Exercise directions:
The required result is each line of the entries below containing the string "that".

The records:
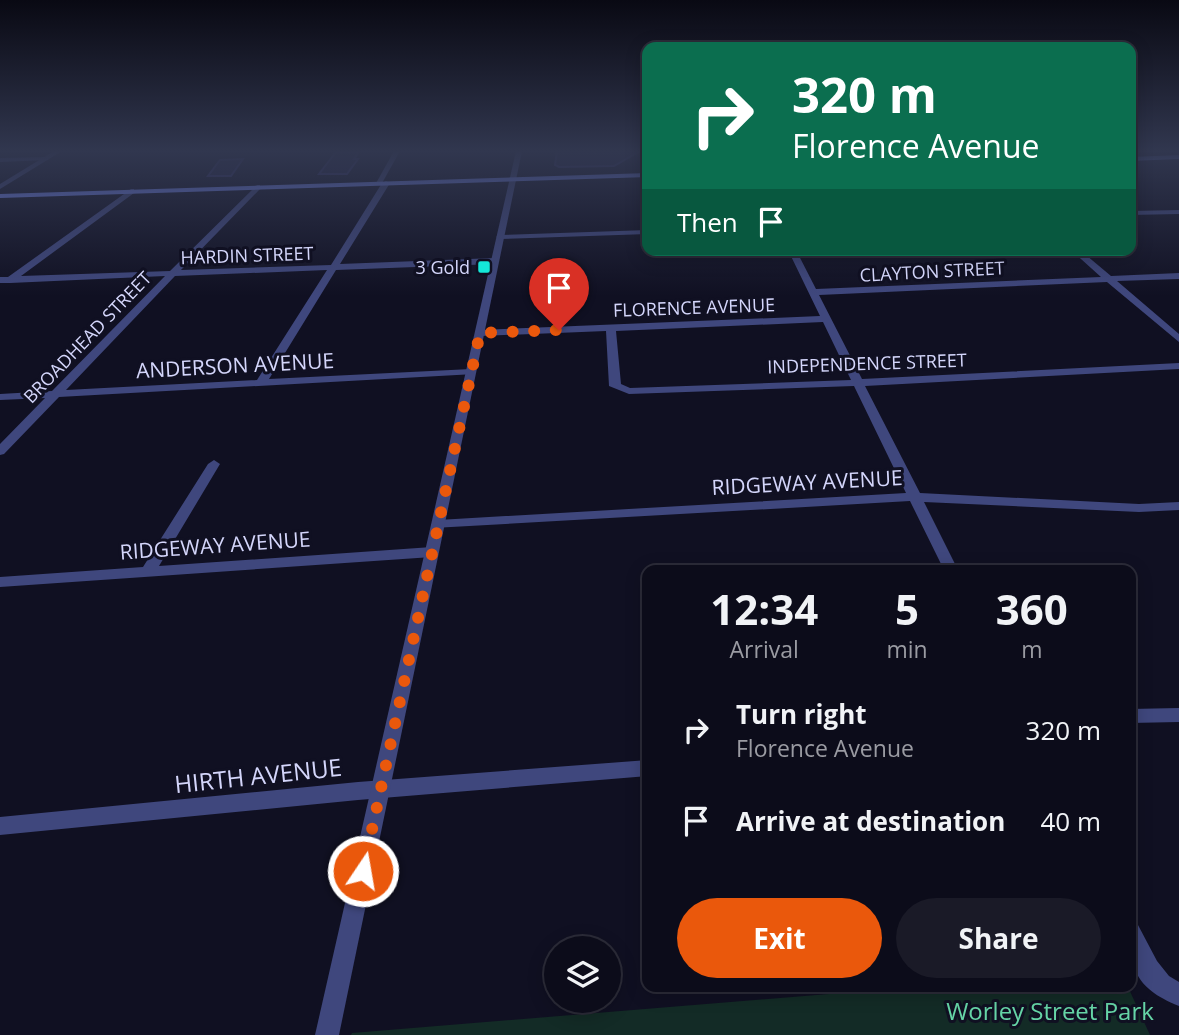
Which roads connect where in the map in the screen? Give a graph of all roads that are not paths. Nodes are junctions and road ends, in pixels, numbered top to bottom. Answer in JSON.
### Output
{"nodes":[{"id":1,"x":119,"y":199,"type":"edge"},
{"id":2,"x":245,"y":199,"type":"edge"},
{"id":3,"x":372,"y":199,"type":"edge"},
{"id":4,"x":508,"y":199,"type":"edge"},
{"id":5,"x":1179,"y":212,"type":"edge"},
{"id":6,"x":1136,"y":214,"type":"edge"},
{"id":7,"x":642,"y":232,"type":"edge"},
{"id":8,"x":500,"y":237,"type":"junction"},
{"id":9,"x":795,"y":256,"type":"edge"},
{"id":10,"x":1082,"y":256,"type":"edge"},
{"id":11,"x":495,"y":261,"type":"junction"},
{"id":12,"x":333,"y":267,"type":"junction"},
{"id":13,"x":173,"y":274,"type":"junction"},
{"id":14,"x":1179,"y":276,"type":"edge"},
{"id":15,"x":1109,"y":279,"type":"junction"},
{"id":16,"x":5,"y":280,"type":"edge"},
{"id":17,"x":0,"y":287,"type":"edge"},
{"id":18,"x":813,"y":292,"type":"junction"},
{"id":19,"x":826,"y":319,"type":"junction"},
{"id":20,"x":611,"y":328,"type":"junction"},
{"id":21,"x":480,"y":333,"type":"junction"},
{"id":22,"x":1179,"y":339,"type":"edge"},
{"id":23,"x":1179,"y":366,"type":"edge"},
{"id":24,"x":471,"y":372,"type":"junction"},
{"id":25,"x":856,"y":381,"type":"junction"},
{"id":26,"x":261,"y":383,"type":"junction"},
{"id":27,"x":57,"y":394,"type":"junction"},
{"id":28,"x":0,"y":397,"type":"edge"},
{"id":29,"x":0,"y":451,"type":"edge"},
{"id":30,"x":214,"y":464,"type":"dead end"},
{"id":31,"x":915,"y":497,"type":"junction"},
{"id":32,"x":1179,"y":506,"type":"edge"},
{"id":33,"x":438,"y":525,"type":"junction"},
{"id":34,"x":432,"y":552,"type":"junction"},
{"id":35,"x":949,"y":565,"type":"edge"},
{"id":36,"x":148,"y":570,"type":"junction"},
{"id":37,"x":0,"y":582,"type":"edge"},
{"id":38,"x":1179,"y":715,"type":"edge"},
{"id":39,"x":1136,"y":716,"type":"edge"},
{"id":40,"x":642,"y":768,"type":"edge"},
{"id":41,"x":381,"y":789,"type":"junction"},
{"id":42,"x":0,"y":826,"type":"edge"},
{"id":43,"x":1136,"y":945,"type":"edge"},
{"id":44,"x":1171,"y":991,"type":"edge"},
{"id":45,"x":327,"y":1035,"type":"edge"}],
"edges":[{"from":1,"to":16,"type":"street"},
{"from":2,"to":13,"type":"street","name":"BROADHEAD STREET"},
{"from":3,"to":12,"type":"street"},
{"from":4,"to":8,"type":"street"},
{"from":5,"to":6,"type":"street"},
{"from":7,"to":8,"type":"street"},
{"from":8,"to":11,"type":"street"},
{"from":9,"to":18,"type":"street"},
{"from":10,"to":15,"type":"street"},
{"from":11,"to":12,"type":"street","name":"HARDIN STREET"},
{"from":11,"to":21,"type":"street"},
{"from":12,"to":13,"type":"street","name":"HARDIN STREET"},
{"from":12,"to":26,"type":"street"},
{"from":13,"to":16,"type":"street","name":"HARDIN STREET"},
{"from":13,"to":27,"type":"street","name":"BROADHEAD STREET"},
{"from":14,"to":15,"type":"street","name":"CLAYTON STREET"},
{"from":15,"to":18,"type":"street","name":"CLAYTON STREET"},
{"from":15,"to":22,"type":"street"},
{"from":16,"to":17,"type":"street"},
{"from":18,"to":19,"type":"street"},
{"from":19,"to":20,"type":"street","name":"FLORENCE AVENUE"},
{"from":19,"to":25,"type":"street"},
{"from":20,"to":21,"type":"street","name":"FLORENCE AVENUE"},
{"from":20,"to":25,"type":"street","name":"INDEPENDENCE STREET"},
{"from":21,"to":24,"type":"street"},
{"from":23,"to":25,"type":"street","name":"INDEPENDENCE STREET"},
{"from":24,"to":26,"type":"street","name":"ANDERSON AVENUE"},
{"from":24,"to":33,"type":"street"},
{"from":25,"to":31,"type":"street"},
{"from":26,"to":27,"type":"street","name":"ANDERSON AVENUE"},
{"from":27,"to":28,"type":"street","name":"ANDERSON AVENUE"},
{"from":27,"to":29,"type":"street","name":"BROADHEAD STREET"},
{"from":30,"to":36,"type":"street"},
{"from":31,"to":32,"type":"street","name":"RIDGEWAY AVENUE"},
{"from":31,"to":33,"type":"street","name":"RIDGEWAY AVENUE"},
{"from":31,"to":35,"type":"street"},
{"from":33,"to":34,"type":"street"},
{"from":34,"to":36,"type":"street","name":"RIDGEWAY AVENUE"},
{"from":34,"to":41,"type":"street"},
{"from":36,"to":37,"type":"street","name":"RIDGEWAY AVENUE"},
{"from":38,"to":39,"type":"street"},
{"from":40,"to":41,"type":"street","name":"HIRTH AVENUE"},
{"from":41,"to":42,"type":"street","name":"HIRTH AVENUE"},
{"from":41,"to":45,"type":"street"},
{"from":43,"to":44,"type":"street"}]}
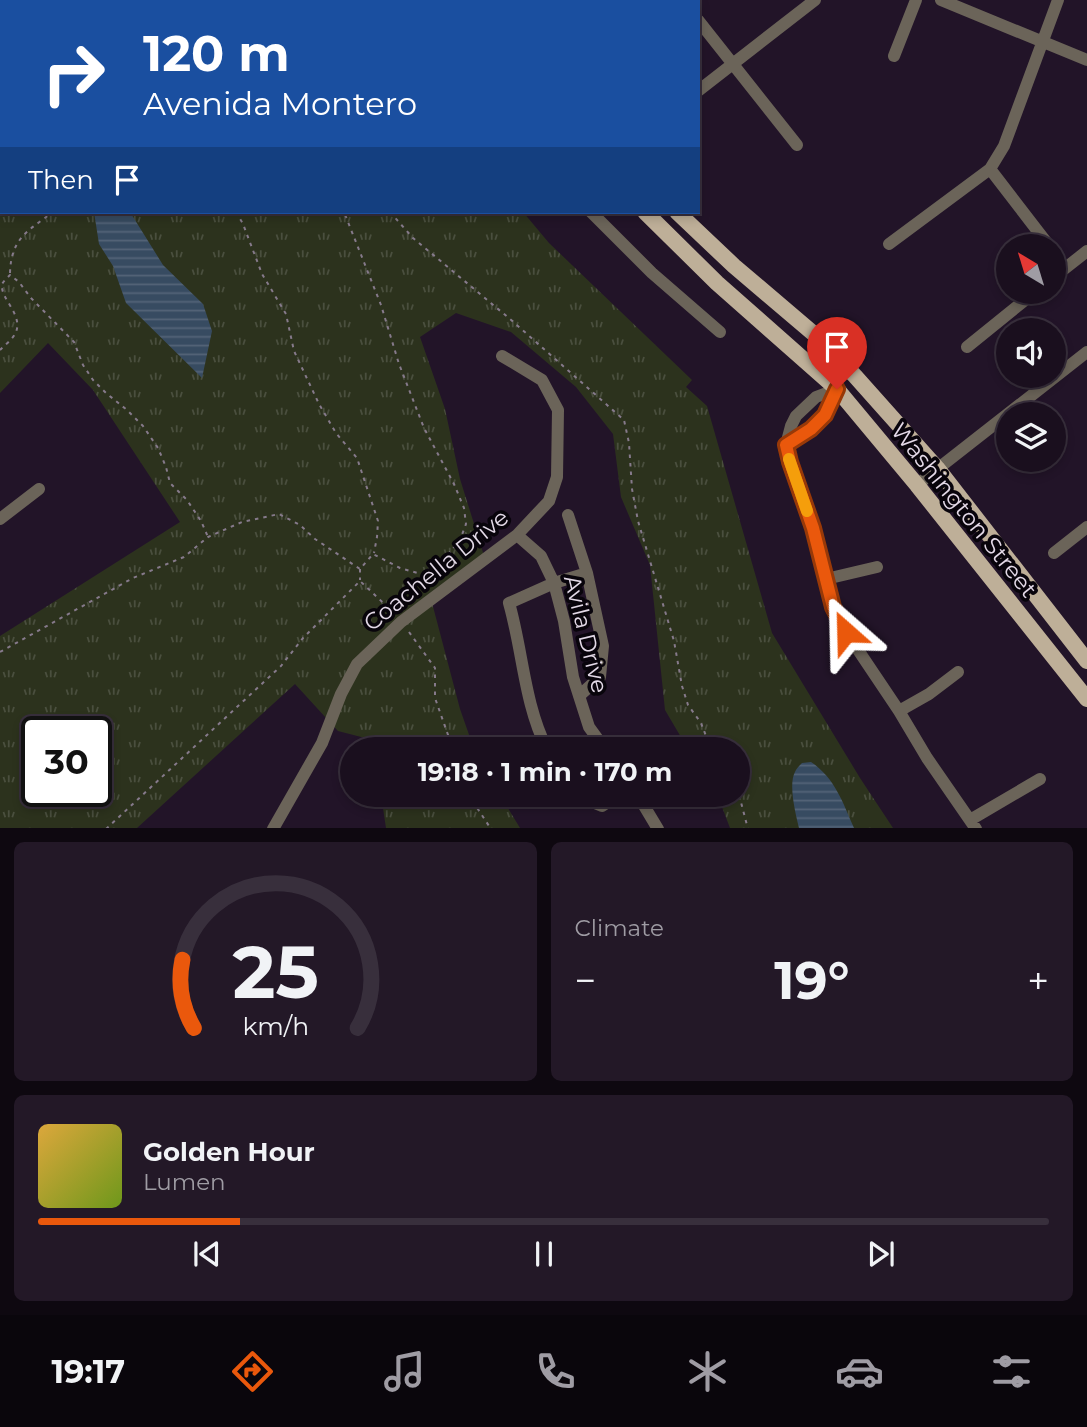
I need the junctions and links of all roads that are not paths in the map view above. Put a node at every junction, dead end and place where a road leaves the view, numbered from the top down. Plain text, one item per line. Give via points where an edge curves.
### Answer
1 (815, 0) edge
2 (916, 0) edge
3 (941, 0) edge
4 (1058, 0) edge
5 (700, 23) edge
6 (1042, 42) junction
7 (894, 56) dead end
8 (1087, 60) edge
9 (733, 64) junction
10 (700, 89) edge
11 (797, 145) dead end
12 (990, 169) junction
13 (593, 214) edge
14 (647, 214) edge
15 (679, 214) edge
16 (1040, 234) edge
17 (889, 244) dead end
18 (1087, 251) edge
19 (1066, 267) edge
20 (1020, 304) edge
21 (720, 332) dead end
22 (967, 347) dead end
23 (1087, 352) edge
24 (502, 356) dead end
25 (837, 389) junction
26 (803, 408) junction
27 (818, 422) junction
28 (786, 445) junction
29 (937, 468) junction
30 (916, 485) junction
31 (39, 489) dead end
32 (568, 515) dead end
33 (0, 519) edge
34 (1087, 527) edge
35 (517, 535) junction
36 (1054, 553) dead end
37 (877, 567) dead end
38 (587, 573) junction
39 (826, 579) junction
40 (554, 583) junction
41 (1087, 661) edge
42 (958, 672) dead end
43 (579, 696) junction
44 (1087, 699) edge
45 (899, 711) junction
46 (541, 737) edge
47 (596, 737) edge
48 (1040, 779) dead end
49 (645, 807) edge
50 (973, 824) edge
51 (273, 828) edge
52 (657, 828) edge

1 - 9 street
2 - 7 street
3 - 6 street
4 - 6 street
5 - 9 street
6 - 8 street
6 - 12 street via 1004,146
9 - 10 street
9 - 11 street
12 - 16 street
12 - 17 street
13 - 21 street
14 - 25 main road, Washington Street
15 - 29 main road, Washington Street via 814,334
18 - 19 street
20 - 22 street
23 - 29 street
24 - 35 street, Coachella Drive via 542,380 558,410 557,477 549,501
25 - 26 street
25 - 27 street
25 - 30 main road, Washington Street
26 - 27 street
26 - 28 street
27 - 28 street
28 - 39 street
29 - 30 street
29 - 41 main road, Washington Street
30 - 44 main road, Washington Street
31 - 33 street
32 - 38 street
34 - 36 street
35 - 40 street, Avila Drive via 541,556
35 - 51 street, Coachella Drive via 401,622 357,664 321,743
37 - 39 street
38 - 40 street
38 - 43 street via 603,646 600,677
39 - 45 street via 846,632
40 - 43 street, Avila Drive
40 - 46 street via 509,603 527,695
42 - 45 street
43 - 47 street, Avila Drive
45 - 50 street
48 - 50 street
49 - 52 street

Output for this task:
Which roads connect where in the map in the screen? Give a graph of all roads that are not paths. Nodes are junctions and road ends, in pixels, numbered top to bottom. Answer in JSON.
I need the junctions and links of all roads that are not paths in the map view above. Put a node at every junction, dead end and place where a road leaves the view, numbered from the top down. Plain text, one item per line. Give via points where an edge curves.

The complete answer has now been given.